PEARL HARBOR, Hawaii - A handful of centenarian survivors of the attack on Pearl Harbor gathered at the scene of the Japanese bombing on Wednesday to commemorate those who perished 81 years ago.
That's fewer than in recent years, when a dozen or more traveled to Hawaii from across the country to pay their respects at the annual remembrance ceremony.
Part of the decline reflects the dwindling number of survivors as they age. The youngest active-duty military personnel on Dec. 7, 1941, would have been about 17, making them 98 today. Many of those still alive are at least 100.
Ira Schab, 102, was on the USS Dobbin as a tuba player in the ship’s band. He recalls seeing Japanese planes flying overhead and wondering what to do.
"We had no place to go and hoped they’d miss us," he said before the ceremony began.
Burning and damaged ships at Pearl Harbor, December 7, 1941. Left to right are the USS West Virginia, the USS Tennessee and the USS Arizona. (Photo by © CORBIS/Corbis via Getty Images)
He fed ammunition to machine gunners on the vessel, which wasn’t hit.
He’s now attended the remembrance ceremony four times.
"I wouldn’t miss it because I got an awful lot of friends that are still here that are buried here. I come back out of respect for them," he said.
Schab stayed in the Navy during the war. After the war, he studied aerospace engineering and worked on the Apollo program. Today he lives in Portland, Oregon.
He wants people to remember those who served that day.
"Remember what they’re here for. Remember and honor those that are left. They did a hell of a job. Those who are still here, dead or alive," he said.
About 2,400 servicemen were killed in the bombing, which launched the U.S. into World War II. The USS Arizona alone lost 1,177 sailors and Marines, nearly half the death toll.
Robert John Lee recalls being a 20-year-old civilian living at his parent's home on the naval base where his father ran the water pumping station. The home was just about 1 mile (1.6 kilometers) across the harbor from where the USS Arizona was moored on battleship row.
The first explosions before 8 a.m. woke him up, making him think a door was slamming in the wind. He got up to yell for someone to shut the door only to look out the window at Japanese planes dropping torpedo bombs from the sky.

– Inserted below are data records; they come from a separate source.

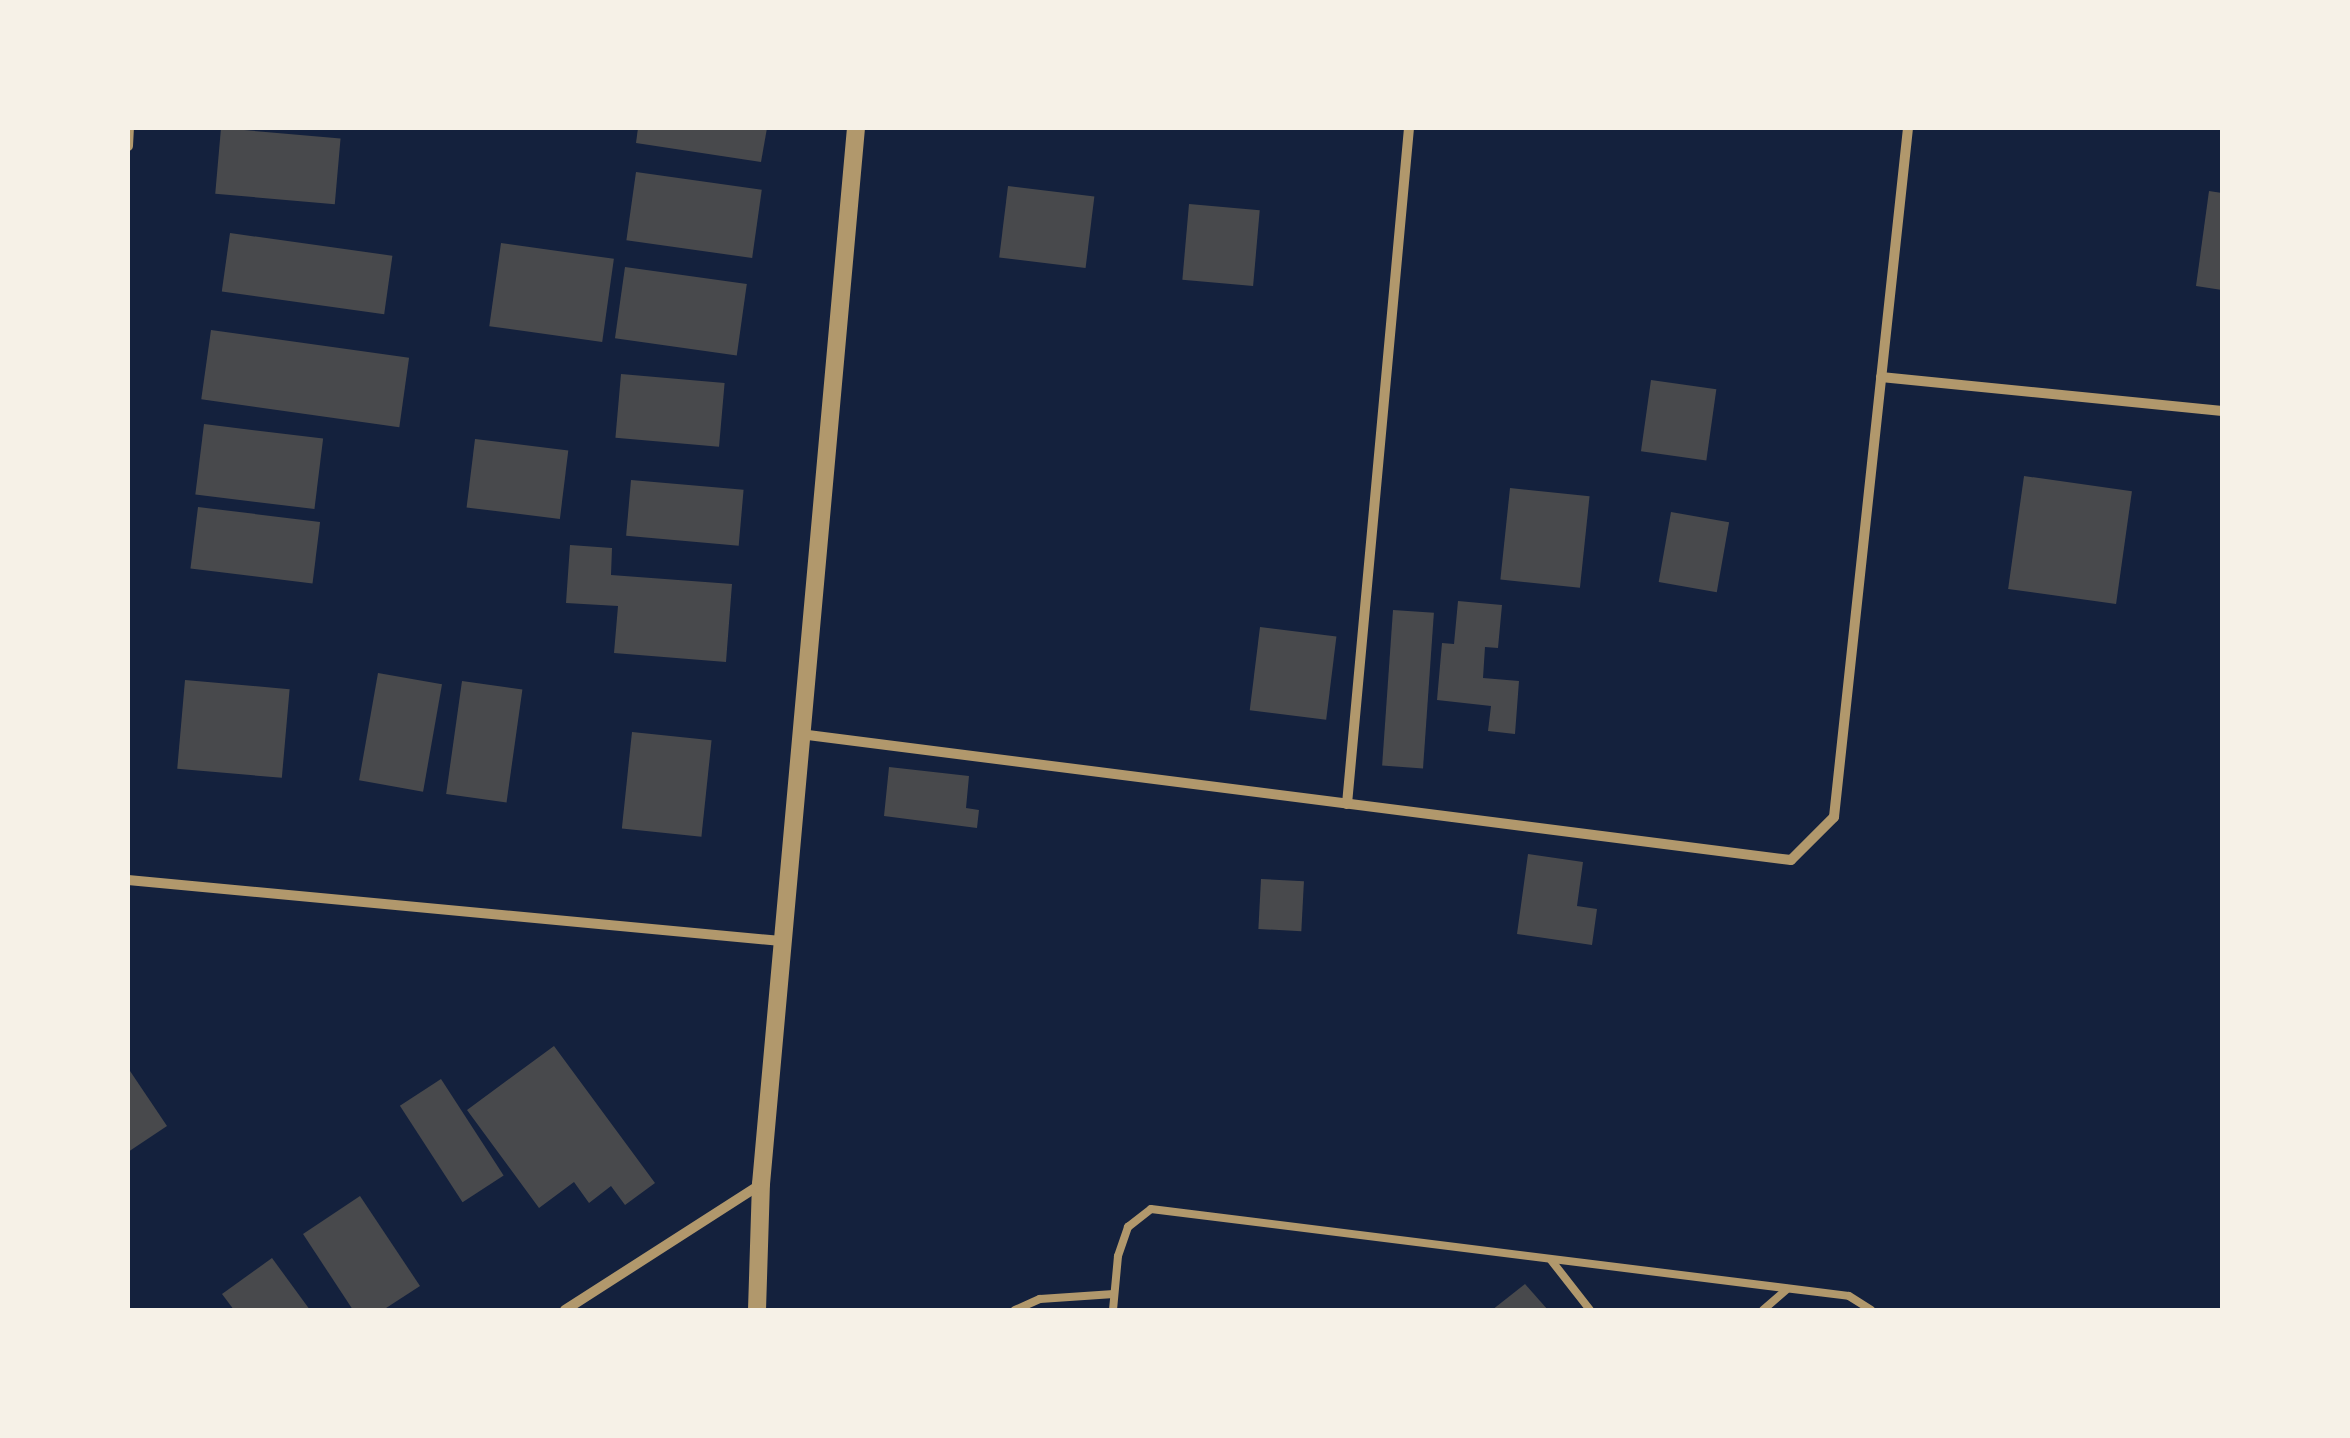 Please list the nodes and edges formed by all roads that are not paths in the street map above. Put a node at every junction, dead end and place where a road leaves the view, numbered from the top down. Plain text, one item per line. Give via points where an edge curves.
1 (129, 128) edge
2 (856, 128) edge
3 (1409, 128) edge
4 (1908, 128) edge
5 (128, 146) edge
6 (1881, 377) junction
7 (2222, 411) edge
8 (799, 734) junction
9 (1347, 804) junction
10 (128, 880) edge
11 (781, 941) junction
12 (760, 1184) junction
13 (1551, 1260) junction
14 (1787, 1289) junction
15 (1114, 1294) junction
16 (565, 1310) edge
17 (758, 1310) edge
18 (1015, 1310) edge
19 (1112, 1310) edge
20 (1590, 1310) edge
21 (1763, 1310) edge
22 (1871, 1310) edge

1 - 5 street
2 - 8 street
3 - 9 street
4 - 6 street
6 - 7 street
6 - 9 street via 1834,817 1791,860
8 - 9 street
8 - 11 street
10 - 11 street
11 - 12 street
12 - 16 street
12 - 17 street
13 - 14 lane
13 - 15 lane via 1151,1210 1128,1227
13 - 20 lane
14 - 21 lane
14 - 22 lane via 1849,1296
15 - 18 lane via 1040,1298
15 - 19 lane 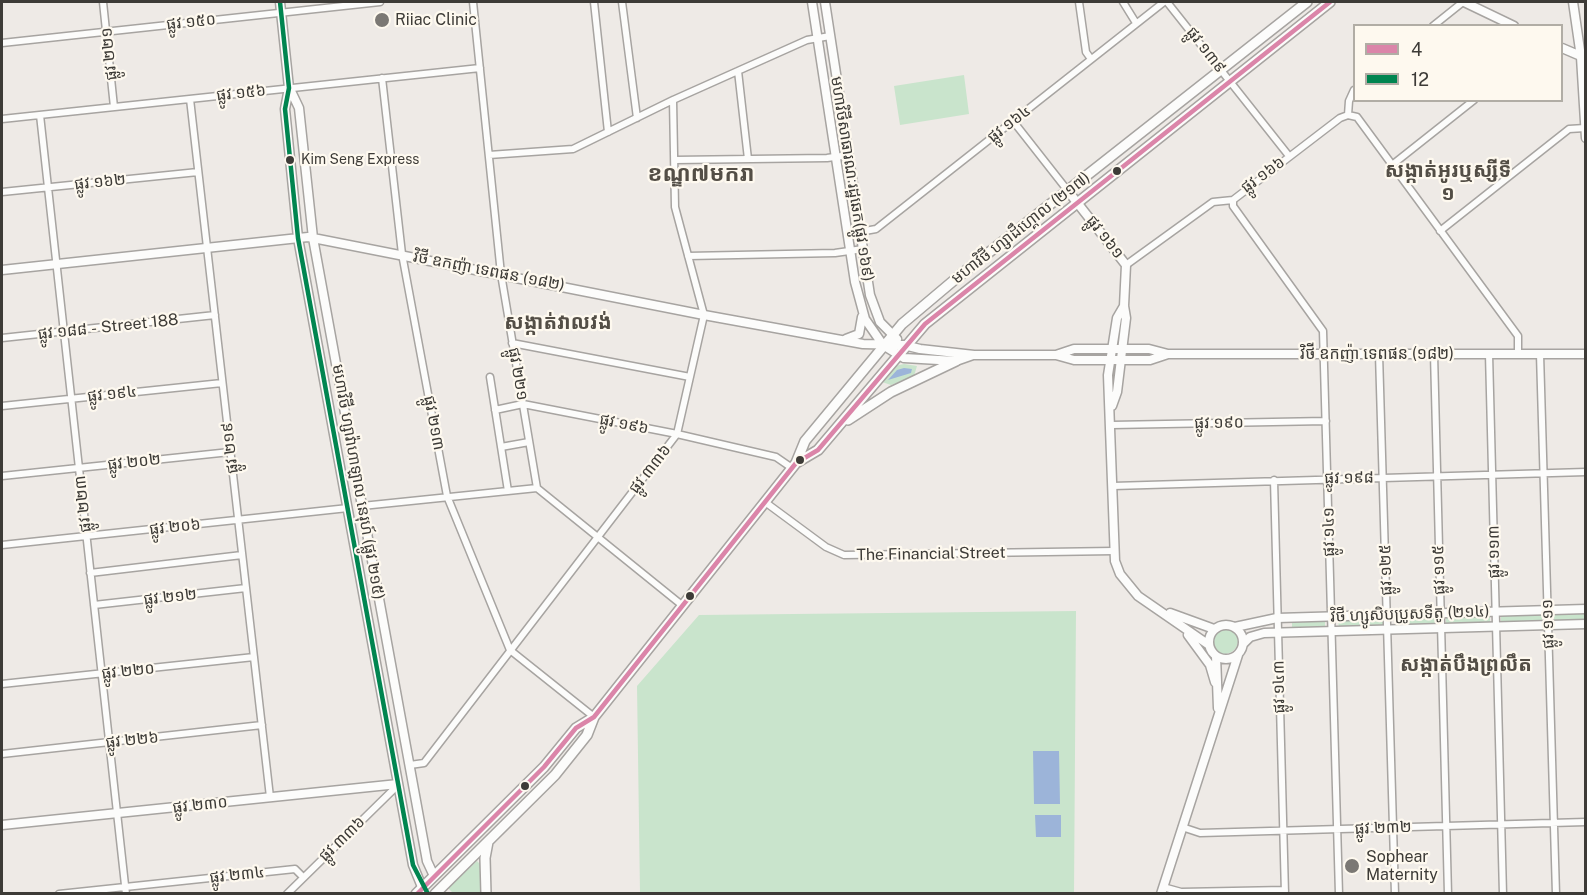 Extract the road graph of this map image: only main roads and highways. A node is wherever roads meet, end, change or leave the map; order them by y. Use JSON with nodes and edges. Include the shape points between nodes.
{"nodes":[{"id":1,"x":1307,"y":2,"type":"edge"},
{"id":2,"x":1330,"y":2,"type":"edge"},
{"id":3,"x":959,"y":276,"type":"junction"},
{"id":4,"x":969,"y":288,"type":"junction"},
{"id":5,"x":956,"y":362,"type":"road end"},
{"id":6,"x":836,"y":428,"type":"junction"},
{"id":7,"x":794,"y":466,"type":"junction"},
{"id":8,"x":594,"y":717,"type":"junction"},
{"id":9,"x":488,"y":841,"type":"junction"},
{"id":10,"x":434,"y":876,"type":"junction"},
{"id":11,"x":422,"y":891,"type":"edge"},
{"id":12,"x":441,"y":891,"type":"edge"},
{"id":13,"x":486,"y":894,"type":"edge"}],
"edges":[{"from":1,"to":3,"type":"main road","name":"មហាវិថី ហ្សាដឹហ្គោល (២១៧)"},
{"from":2,"to":4,"type":"main road","name":"មហាវិថី ហ្សាដឹហ្គោល (២១៧)"},
{"from":3,"to":4,"type":"main road"},
{"from":3,"to":7,"type":"main road","name":"មហាវិថី ហ្សាដឹហ្គោល (២១៧)","via":[[884,345],[805,441]]},
{"from":4,"to":6,"type":"main road","name":"មហាវិថី ហ្សាដឹហ្គោល (២១៧)","via":[[904,345]]},
{"from":5,"to":6,"type":"main road","via":[[891,392]]},
{"from":6,"to":7,"type":"main road","name":"មហាវិថី ហ្សាដឹហ្គោល (២១៧)","via":[[818,450]]},
{"from":7,"to":8,"type":"main road","name":"មហាវិថី ហ្សាដឹហ្គោល (២១៧)"},
{"from":8,"to":9,"type":"main road","name":"មហាវិថី ហ្សាដឹហ្គោល (២១៧)","via":[[587,735],[555,775]]},
{"from":8,"to":10,"type":"main road","name":"មហាវិថី ហ្សាដឹហ្គោល (២១៧)","via":[[576,728],[544,766]]},
{"from":9,"to":12,"type":"main road","name":"មហាវិថី ហ្សាដឹហ្គោល (២១៧)"},
{"from":9,"to":13,"type":"main road"},
{"from":10,"to":11,"type":"main road","name":"មហាវិថី ហ្សាដឹហ្គោល (២១៧)"},
{"from":10,"to":12,"type":"main road"}]}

He saw the hull of the USS Arizona turn a deep orange-red after an aerial bomb hit it.
"Within a few seconds, that explosion then came out with huge tongues of flame right straight up over the ship itself — but hundreds of feet up," Lee said in an interview Monday after a boat tour of the harbor.
He still remembers the hissing sound of the fire.
Some survivors of the attack on Pearl Harbor are pictured attending a remembrance ceremony in Hawaii on Dec. 7, 2022.
Sailors jumped into the water to escape their burning ships and swam to the landing near Lee's house. Many were covered in the thick, heavy oil that coated the harbor. Lee and his mother used Fels-Naptha soap to help wash them. Sailors who were able to boarded small boats that shuttled them back to their vessels.
"Very heroic, I thought," Lee said of them.
Lee joined the Hawaii Territorial Guard the next day, and later the U.S. Navy. He worked for Pan American World Airways for 30 years after the war.
The U.S. Department of Veterans Affairs doesn’t have statistics for how many Pearl Harbor survivors are still living. But department data show that of the 16 million who served in World War II, only about 240,000 were alive as of August and some 230 die each day.
The capsized USS Oklahoma and the USS Maryland, two of the ships destroyed in the attack on Pearl Harbor. (Photo by © CORBIS/Corbis via Getty Images)
There were about 87,000 military personnel on Oahu at the time of the attack, according to a rough estimate compiled by military historian J. Michael Wenger.
The ceremony sponsored by the Navy and the National Park Service featured a moment of silence at 7:55 a.m., the minute the attack began, and a missing-man-formation flyover.
Navy and park service officials also delivered remarks.